Collected data entries:
---*---

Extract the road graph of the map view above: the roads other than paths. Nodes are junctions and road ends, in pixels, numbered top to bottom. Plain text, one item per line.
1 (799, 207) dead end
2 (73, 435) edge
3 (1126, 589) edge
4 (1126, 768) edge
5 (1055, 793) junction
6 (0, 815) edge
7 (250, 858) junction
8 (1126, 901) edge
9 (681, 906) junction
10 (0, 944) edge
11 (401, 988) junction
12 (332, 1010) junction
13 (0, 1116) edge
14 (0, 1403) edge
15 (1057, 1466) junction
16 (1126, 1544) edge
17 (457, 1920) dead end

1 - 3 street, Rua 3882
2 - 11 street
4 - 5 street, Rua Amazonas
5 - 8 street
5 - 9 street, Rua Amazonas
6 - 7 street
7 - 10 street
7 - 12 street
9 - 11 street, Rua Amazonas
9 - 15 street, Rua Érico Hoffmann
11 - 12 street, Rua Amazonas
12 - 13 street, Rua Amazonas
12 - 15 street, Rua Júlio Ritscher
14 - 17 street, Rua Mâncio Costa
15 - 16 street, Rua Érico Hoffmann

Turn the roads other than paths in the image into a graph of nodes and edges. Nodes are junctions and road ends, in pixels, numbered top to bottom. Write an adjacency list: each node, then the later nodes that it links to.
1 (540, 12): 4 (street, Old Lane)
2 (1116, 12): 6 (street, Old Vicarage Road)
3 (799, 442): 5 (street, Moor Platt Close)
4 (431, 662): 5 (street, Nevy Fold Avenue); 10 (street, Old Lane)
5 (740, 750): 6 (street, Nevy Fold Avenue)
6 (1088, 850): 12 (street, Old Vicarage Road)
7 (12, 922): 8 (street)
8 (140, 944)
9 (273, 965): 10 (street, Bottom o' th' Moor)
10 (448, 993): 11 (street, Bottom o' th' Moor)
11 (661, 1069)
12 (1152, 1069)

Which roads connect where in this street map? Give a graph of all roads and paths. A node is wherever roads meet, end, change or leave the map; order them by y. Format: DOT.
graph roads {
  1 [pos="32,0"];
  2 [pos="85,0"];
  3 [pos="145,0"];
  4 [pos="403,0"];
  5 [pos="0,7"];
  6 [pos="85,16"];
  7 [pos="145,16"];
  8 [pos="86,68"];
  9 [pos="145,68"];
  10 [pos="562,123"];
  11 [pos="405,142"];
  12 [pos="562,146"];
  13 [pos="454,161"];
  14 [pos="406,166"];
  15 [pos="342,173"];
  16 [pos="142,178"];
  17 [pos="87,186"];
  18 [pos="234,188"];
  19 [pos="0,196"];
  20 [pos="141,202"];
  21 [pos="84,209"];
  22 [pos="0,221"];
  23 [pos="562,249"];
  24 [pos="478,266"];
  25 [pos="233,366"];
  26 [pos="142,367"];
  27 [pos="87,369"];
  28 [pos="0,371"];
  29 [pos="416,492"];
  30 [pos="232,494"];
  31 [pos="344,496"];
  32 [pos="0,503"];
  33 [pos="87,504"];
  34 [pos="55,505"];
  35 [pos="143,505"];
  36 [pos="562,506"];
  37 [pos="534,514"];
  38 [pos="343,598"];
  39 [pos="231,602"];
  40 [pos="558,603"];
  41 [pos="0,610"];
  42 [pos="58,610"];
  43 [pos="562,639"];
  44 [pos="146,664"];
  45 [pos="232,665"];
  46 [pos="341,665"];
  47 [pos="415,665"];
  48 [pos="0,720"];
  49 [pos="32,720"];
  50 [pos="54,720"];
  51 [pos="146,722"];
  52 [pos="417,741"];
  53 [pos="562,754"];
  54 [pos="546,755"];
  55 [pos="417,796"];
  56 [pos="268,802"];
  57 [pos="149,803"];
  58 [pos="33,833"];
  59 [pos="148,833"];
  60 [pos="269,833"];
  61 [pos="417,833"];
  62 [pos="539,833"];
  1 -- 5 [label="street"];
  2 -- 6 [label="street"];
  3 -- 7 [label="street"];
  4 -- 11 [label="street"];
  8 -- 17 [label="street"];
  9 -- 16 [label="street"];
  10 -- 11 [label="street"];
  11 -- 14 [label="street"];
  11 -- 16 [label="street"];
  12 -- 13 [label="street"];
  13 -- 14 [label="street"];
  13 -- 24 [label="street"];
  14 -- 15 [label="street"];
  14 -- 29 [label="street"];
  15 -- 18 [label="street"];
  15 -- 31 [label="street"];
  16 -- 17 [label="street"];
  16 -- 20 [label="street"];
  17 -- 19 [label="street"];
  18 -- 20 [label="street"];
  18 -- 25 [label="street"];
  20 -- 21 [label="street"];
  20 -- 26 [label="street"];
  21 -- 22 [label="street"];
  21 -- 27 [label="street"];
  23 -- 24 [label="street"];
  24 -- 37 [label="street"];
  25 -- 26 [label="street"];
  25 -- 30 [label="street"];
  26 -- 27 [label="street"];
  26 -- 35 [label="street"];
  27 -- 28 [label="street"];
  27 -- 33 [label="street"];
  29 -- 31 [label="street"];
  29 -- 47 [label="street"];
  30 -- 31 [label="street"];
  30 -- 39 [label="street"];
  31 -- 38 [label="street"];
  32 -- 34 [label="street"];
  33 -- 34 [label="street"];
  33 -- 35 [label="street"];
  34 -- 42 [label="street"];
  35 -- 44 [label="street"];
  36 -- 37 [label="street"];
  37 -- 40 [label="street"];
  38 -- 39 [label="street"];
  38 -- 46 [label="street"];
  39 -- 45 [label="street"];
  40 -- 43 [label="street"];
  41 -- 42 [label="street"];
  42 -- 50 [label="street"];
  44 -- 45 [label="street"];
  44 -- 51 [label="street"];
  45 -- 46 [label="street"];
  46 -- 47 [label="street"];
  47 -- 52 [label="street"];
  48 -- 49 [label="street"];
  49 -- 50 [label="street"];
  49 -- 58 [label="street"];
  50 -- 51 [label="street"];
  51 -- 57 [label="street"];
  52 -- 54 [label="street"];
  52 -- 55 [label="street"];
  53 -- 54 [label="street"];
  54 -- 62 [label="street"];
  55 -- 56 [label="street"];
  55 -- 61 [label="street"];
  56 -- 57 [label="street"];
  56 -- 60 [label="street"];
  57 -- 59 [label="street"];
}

---*---

(Exercise details):
Which of the lines above hold the string "Érico"? Copy each one.

(Response below):
9 - 15 street, Rua Érico Hoffmann
15 - 16 street, Rua Érico Hoffmann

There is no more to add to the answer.